My talk at the University of Hong Kong in their Sexual and Gender Diversity (SGD) undergrad class was happening on the 27th of January but I and Dr. Sam Winter, professor-in-charge of the SGD class and an ally and advocate of the transgender community and author of Transgender Asia Research, agreed that it would be a good idea to come earlier so any other pre-talk concerns could be smoothed out with enough time. So my flight out of Manila was booked for the 26th and I was scheduled to come back home on Saturday, the 30th. I left Manila Thursday via Philippine Air Lines flight PR 306 at 2:45 pm (see pic above), and arrived in Hong Kong two hours later. The Philippines and Hong Kong lie in the same time zone so I did not need to adjust my clock upon arrival.
I flew to Hong Kong on an uneventful flight. Immediately after stepping off the plane, I could not wait to take pictures to document every step of the trip. A long time ago, I gave away winter clothes which I had accumulated working cold nights for a call center in the past. Most of them were rotting away unused in my closet so when I had the chance, I gave them to friends who started working for call centers themselves. For this trip I had to borrow from friends warm clothes for the Hong Kong winter cold to avoid having to spend unnecessarily money that I could use in the trip instead.
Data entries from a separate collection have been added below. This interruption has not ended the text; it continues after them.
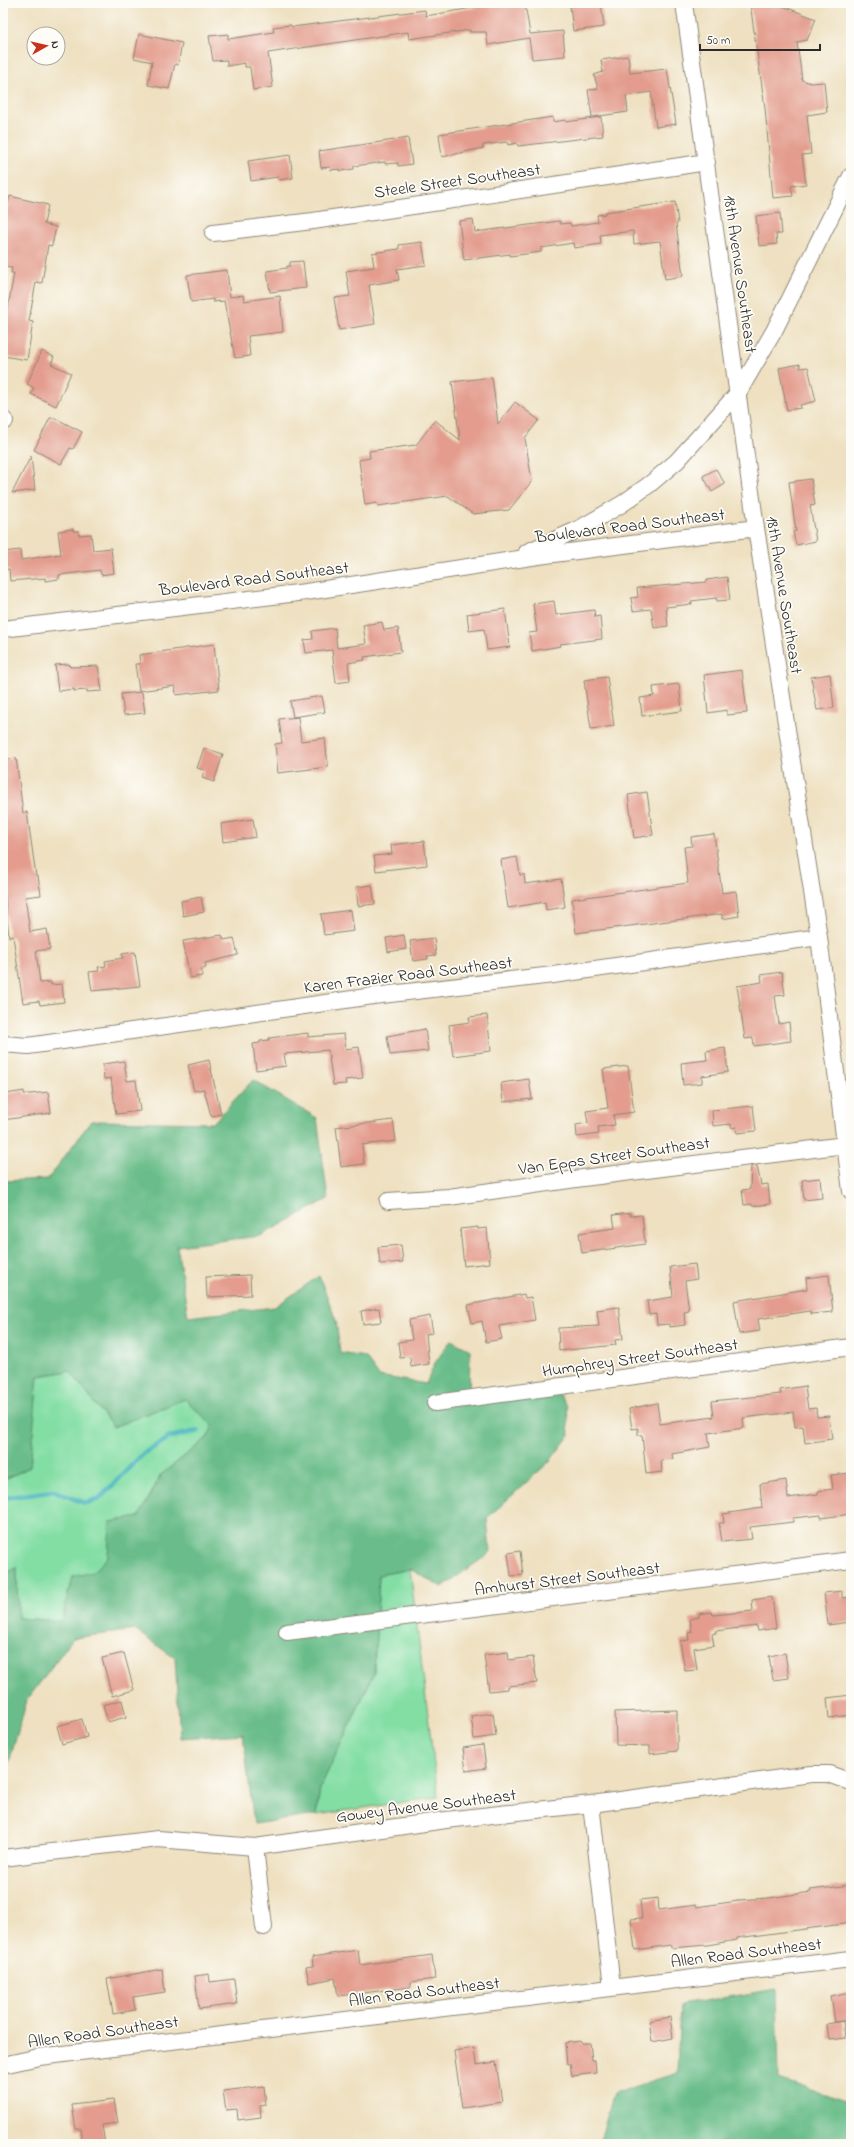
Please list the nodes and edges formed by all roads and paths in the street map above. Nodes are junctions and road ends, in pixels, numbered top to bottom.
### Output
1 (684, 3) edge
2 (707, 162) junction
3 (851, 176) edge
4 (213, 233) dead end
5 (738, 394) junction
6 (756, 528) junction
7 (509, 560) junction
8 (3, 629) edge
9 (819, 938) junction
10 (3, 1044) edge
11 (845, 1098) edge
12 (845, 1145) junction
13 (851, 1192) edge
14 (388, 1201) dead end
15 (851, 1348) edge
16 (435, 1403) dead end
17 (851, 1560) edge
18 (287, 1632) dead end
19 (851, 1782) edge
20 (591, 1804) junction
21 (255, 1847) junction
22 (3, 1858) edge
23 (264, 1927) dead end
24 (851, 1959) edge
25 (612, 1987) junction
26 (3, 2065) edge

1 - 2 street, 18th Avenue Southeast
2 - 4 street, Steele Street Southeast
2 - 5 street, 18th Avenue Southeast
3 - 5 street, Boulevard Road Southeast
5 - 6 street, 18th Avenue Southeast
5 - 7 street, Boulevard Road Southeast
6 - 7 street, Boulevard Road Southeast
6 - 9 street, 18th Avenue Southeast
7 - 8 street, Boulevard Road Southeast
9 - 10 street, Karen Frazier Road Southeast
9 - 11 street, 18th Avenue Southeast
11 - 12 street, 18th Avenue Southeast
12 - 13 street, 18th Avenue Southeast
12 - 14 street, Van Epps Street Southeast
15 - 16 street, Humphrey Street Southeast
17 - 18 street, Amhurst Street Southeast
19 - 20 street, Gowey Avenue Southeast
20 - 21 street, Gowey Avenue Southeast
20 - 25 street
21 - 22 street, Gowey Avenue Southeast
21 - 23 street
24 - 25 street, Allen Road Southeast
25 - 26 street, Allen Road Southeast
A while back, I had written here about the humiliating experiences of several Filipina transwomen who had passed through Hong Kong immigration. Apparently, transwomen have been singled out by Hong Kong airport officers for "standard security checks". This means that once a transwoman approaches an immigration counter to exit into Hong Kong, she has no assurance of entry. Instead, she will be passed on to a chain of several people until she finds herself in a holding room where she will be interviewed by a senior immigration officer, the end result of which is anyone's guess.
There the interview will vary from a brief polite exchange to insulting, heated argument between the transwoman and immigration official on why the former wants to enter Hong Kong. Through the trans community grapevine we have heard of transwomen who have seen the insides of that infamous holding room of being accused of illegal activity in the Chinese Special Administrative Region (SAR), being required to empty out their wallets to prove their financial capacity to stay in Hong Kong, and the worst one yet--of being asked to strip naked for a body search. I know some people who have not been exempt from these troubling practices and they were slapped with a limited number of visitation days (the standard is 14 for all tourists) by being allowed to stay between one to two days only, detained in the holding room for varying lengths of time (sometimes under an hour, sometimes more), and the worst of all--deported back to Manila immediately which in local Filipino slang is called "airport to airport" or A to A.
So it was with great trepidation that I approached this trip. But although I was anxious, at the back of my head, I still kept thinking that this immigration hitch was never going to happen to me. I was so wrong.
The immigration officer asked for my passport. He went through it and when he seemed finished and satisfied (the entire thing took about 15 minutes), he called over an older guy, Guy Number 2 and asked me in a terse tone to follow him.
At that point I started to get angry. While trying to follow after Guy Number 2, I said in a curt and cutting tone, "Excuse me sir, but what seems to be the problem?". Guy Number 2 seemed to have sensed the unhappy tenor in my voice and answered nicely, "Oh just standard security check." After passing through the immigration line but not yet exiting, we got to the middle of the airport where Guy Number 2 stopped at a group of airport security-looking people and then handed us over to another person, Guy Number 3. Guy Number 3 began escorting us and so I asked him the same question. With a hint of a smile and very politely he said, "It's just standard security check." I asked him, "How long is this going to take? I have someone outside waiting for me." Guy Number 3 answered. "Just around 20 minutes or so."
At that point, there seemed to be nothing that I could do but just go through the process. I followed Guy Number 3 who ended up taking me to the infamous holding room. After waiting for a few more minutes, we were asked to see a senior looking officer, Guy Number 4.
He took me into one of the cubicles and asked me questions (i.e., What are you here for? When are you leaving? May I see your return ticket?). After noting my return flight, he thanked me and I was good to go.This time, a lady immigration officer escorted me to a special immigration counter where a surly looking guy took my passport and asked for my name. After this, I exited into the baggage claim area.
And so it came to pass. What I had been dreading finally happened to me. How silly of me to think that I was "special" and immune from such treatment. I know this is a bit of a thorny issue and I will talk about that point in another post. But my main point is: all transwomen affected by this issue should come together and discuss how to move forward in responding to this humiliating process already institutionalized at the Hong Kong airport. At this point, there is no sense in finding who to blame because as it were, it is a problem that already affects us all. We must unite and stand up to this unneeded harassment and not exclude anyone in the conversation. After all, this is a clear case of discrimination that does not choose, that includes us all.